**Exercise details:** Using the data below, output the first line and every line after it up to and including the line containing "height:6px; margin:-3px; padding:0", exactly as written and with nothing added.

----

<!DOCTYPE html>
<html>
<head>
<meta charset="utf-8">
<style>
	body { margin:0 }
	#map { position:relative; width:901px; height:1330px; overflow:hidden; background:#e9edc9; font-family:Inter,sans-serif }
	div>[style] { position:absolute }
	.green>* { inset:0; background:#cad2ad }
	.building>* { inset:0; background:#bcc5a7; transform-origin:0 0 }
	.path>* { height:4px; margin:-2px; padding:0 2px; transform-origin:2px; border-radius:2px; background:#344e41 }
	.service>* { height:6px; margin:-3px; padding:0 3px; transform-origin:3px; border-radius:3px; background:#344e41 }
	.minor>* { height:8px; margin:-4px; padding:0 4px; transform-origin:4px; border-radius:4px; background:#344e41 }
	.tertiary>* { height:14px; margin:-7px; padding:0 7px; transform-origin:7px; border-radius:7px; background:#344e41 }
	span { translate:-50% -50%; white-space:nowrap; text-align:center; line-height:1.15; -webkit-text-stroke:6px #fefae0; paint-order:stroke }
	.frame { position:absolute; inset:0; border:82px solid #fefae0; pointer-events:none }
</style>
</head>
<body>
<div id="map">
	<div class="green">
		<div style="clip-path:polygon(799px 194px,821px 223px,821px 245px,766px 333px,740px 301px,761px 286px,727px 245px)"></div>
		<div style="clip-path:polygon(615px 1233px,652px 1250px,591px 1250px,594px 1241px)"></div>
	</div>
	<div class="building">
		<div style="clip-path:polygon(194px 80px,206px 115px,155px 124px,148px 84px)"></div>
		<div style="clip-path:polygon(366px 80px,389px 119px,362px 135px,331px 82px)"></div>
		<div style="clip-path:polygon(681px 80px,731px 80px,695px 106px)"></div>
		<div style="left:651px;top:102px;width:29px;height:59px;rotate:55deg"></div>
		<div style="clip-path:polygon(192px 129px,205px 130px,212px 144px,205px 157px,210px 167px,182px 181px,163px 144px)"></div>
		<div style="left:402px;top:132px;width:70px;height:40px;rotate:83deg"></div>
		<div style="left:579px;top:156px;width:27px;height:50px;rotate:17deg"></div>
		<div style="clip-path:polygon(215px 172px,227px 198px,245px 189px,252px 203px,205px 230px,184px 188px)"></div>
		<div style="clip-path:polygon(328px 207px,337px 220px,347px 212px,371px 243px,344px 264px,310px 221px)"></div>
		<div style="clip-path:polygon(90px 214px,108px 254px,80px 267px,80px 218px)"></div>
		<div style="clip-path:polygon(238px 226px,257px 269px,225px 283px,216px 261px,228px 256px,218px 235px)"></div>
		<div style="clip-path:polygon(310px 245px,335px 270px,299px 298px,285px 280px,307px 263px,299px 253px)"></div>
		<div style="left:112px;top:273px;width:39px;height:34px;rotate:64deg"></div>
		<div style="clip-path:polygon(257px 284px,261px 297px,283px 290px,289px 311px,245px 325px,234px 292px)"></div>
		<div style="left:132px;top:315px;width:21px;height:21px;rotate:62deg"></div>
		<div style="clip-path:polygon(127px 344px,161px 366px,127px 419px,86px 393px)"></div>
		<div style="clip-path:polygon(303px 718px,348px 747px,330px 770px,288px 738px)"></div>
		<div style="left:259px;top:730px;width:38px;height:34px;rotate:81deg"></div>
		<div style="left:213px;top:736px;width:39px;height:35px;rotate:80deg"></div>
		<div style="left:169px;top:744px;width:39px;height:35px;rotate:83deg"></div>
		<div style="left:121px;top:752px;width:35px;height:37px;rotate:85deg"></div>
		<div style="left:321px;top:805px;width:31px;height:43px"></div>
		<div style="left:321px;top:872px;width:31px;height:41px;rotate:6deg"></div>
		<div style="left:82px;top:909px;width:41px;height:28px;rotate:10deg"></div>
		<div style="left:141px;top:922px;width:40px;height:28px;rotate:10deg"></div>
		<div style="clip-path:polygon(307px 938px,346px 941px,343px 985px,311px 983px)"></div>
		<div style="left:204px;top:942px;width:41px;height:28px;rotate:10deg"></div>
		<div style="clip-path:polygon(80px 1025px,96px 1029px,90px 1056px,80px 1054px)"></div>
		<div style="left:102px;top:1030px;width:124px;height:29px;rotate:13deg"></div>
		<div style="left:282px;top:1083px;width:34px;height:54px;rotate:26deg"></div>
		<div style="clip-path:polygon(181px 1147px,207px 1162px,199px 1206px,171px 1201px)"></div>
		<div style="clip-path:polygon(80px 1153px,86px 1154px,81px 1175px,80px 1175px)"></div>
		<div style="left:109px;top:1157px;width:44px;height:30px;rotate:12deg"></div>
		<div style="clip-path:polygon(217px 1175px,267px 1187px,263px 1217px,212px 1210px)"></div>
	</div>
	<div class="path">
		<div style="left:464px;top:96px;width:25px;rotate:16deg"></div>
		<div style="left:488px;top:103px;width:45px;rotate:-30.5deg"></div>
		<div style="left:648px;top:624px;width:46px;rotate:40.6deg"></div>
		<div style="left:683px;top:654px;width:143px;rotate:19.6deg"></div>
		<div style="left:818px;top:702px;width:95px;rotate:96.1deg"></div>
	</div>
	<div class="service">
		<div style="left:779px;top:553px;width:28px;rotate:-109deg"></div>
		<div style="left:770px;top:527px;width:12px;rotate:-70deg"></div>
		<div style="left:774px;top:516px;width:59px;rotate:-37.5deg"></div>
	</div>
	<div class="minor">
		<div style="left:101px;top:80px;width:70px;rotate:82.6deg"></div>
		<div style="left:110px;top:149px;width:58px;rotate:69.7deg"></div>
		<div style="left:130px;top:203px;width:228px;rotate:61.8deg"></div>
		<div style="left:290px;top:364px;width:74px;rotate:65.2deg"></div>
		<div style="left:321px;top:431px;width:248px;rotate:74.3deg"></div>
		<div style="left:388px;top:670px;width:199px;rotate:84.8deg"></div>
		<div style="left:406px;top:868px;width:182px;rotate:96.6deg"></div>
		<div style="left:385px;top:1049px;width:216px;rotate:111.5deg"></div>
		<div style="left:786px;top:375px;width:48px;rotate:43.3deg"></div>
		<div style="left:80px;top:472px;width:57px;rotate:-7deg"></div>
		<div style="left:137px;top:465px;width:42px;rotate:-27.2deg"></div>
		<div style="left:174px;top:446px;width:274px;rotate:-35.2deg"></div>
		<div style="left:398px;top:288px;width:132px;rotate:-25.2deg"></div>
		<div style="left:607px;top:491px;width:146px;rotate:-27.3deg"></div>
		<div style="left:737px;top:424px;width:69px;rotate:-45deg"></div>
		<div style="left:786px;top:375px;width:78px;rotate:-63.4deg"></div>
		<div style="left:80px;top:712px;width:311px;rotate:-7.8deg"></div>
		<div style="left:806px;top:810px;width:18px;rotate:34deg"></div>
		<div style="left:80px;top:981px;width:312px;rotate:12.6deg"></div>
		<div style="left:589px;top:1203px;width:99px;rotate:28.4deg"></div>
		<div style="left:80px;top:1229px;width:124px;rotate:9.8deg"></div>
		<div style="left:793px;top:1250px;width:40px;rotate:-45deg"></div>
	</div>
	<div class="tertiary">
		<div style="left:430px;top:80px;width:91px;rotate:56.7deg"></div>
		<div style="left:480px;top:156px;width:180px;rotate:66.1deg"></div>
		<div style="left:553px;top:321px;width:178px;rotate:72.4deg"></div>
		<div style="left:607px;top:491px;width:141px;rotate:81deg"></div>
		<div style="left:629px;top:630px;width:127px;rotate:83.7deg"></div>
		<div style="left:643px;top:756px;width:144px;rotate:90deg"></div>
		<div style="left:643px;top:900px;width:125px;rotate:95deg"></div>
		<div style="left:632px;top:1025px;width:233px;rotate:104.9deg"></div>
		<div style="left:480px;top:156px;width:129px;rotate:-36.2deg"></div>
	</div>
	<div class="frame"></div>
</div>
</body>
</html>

----

**Response to this task:**
<!DOCTYPE html>
<html>
<head>
<meta charset="utf-8">
<style>
	body { margin:0 }
	#map { position:relative; width:901px; height:1330px; overflow:hidden; background:#e9edc9; font-family:Inter,sans-serif }
	div>[style] { position:absolute }
	.green>* { inset:0; background:#cad2ad }
	.building>* { inset:0; background:#bcc5a7; transform-origin:0 0 }
	.path>* { height:4px; margin:-2px; padding:0 2px; transform-origin:2px; border-radius:2px; background:#344e41 }
	.service>* { height:6px; margin:-3px; padding:0 3px; transform-origin:3px; border-radius:3px; background:#344e41 }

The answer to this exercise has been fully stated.